Exercise goal =>
Find the number of lines containing the string "thumb" in the data. Answer with the number by itself.

[Stored entries]
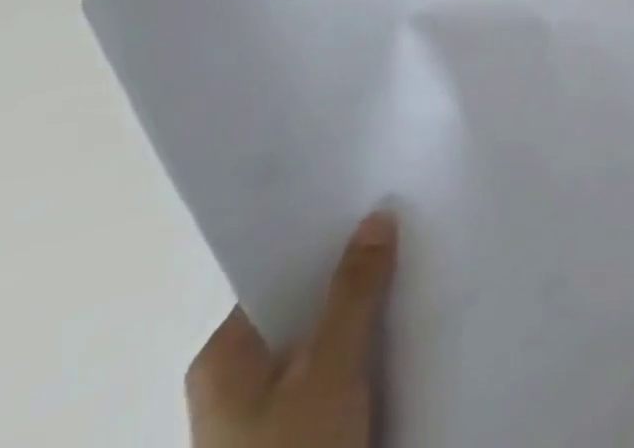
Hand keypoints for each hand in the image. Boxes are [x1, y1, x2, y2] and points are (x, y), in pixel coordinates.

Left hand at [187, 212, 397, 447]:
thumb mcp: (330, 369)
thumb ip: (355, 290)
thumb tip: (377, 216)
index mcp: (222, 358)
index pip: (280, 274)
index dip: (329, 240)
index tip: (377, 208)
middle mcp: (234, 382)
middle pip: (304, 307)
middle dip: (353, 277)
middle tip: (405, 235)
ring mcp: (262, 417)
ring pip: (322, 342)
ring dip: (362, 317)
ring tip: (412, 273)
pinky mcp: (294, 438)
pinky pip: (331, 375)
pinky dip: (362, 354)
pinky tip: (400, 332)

---

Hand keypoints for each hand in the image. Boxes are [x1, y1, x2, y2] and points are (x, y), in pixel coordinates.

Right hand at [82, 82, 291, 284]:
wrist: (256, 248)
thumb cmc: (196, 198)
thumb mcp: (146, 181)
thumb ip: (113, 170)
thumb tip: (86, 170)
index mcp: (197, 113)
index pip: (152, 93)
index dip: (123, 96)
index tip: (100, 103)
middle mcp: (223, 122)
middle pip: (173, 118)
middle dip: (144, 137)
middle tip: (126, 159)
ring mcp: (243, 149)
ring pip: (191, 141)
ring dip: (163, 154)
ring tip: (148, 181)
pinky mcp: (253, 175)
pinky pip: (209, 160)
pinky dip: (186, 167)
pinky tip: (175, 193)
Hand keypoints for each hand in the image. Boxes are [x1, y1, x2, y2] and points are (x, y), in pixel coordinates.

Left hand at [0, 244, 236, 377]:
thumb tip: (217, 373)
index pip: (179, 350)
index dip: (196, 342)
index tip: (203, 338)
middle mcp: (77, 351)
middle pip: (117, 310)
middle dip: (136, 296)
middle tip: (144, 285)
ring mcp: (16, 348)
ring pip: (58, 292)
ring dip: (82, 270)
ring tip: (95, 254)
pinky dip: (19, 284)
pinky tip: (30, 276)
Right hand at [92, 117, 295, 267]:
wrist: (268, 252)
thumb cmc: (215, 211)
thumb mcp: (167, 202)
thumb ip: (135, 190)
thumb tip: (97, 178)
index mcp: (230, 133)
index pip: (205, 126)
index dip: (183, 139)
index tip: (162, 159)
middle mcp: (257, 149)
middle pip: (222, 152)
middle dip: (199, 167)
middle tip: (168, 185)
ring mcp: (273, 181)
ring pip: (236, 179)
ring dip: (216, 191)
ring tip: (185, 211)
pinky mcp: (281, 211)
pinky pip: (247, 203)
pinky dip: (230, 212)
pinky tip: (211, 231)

Solution to this exercise =>
12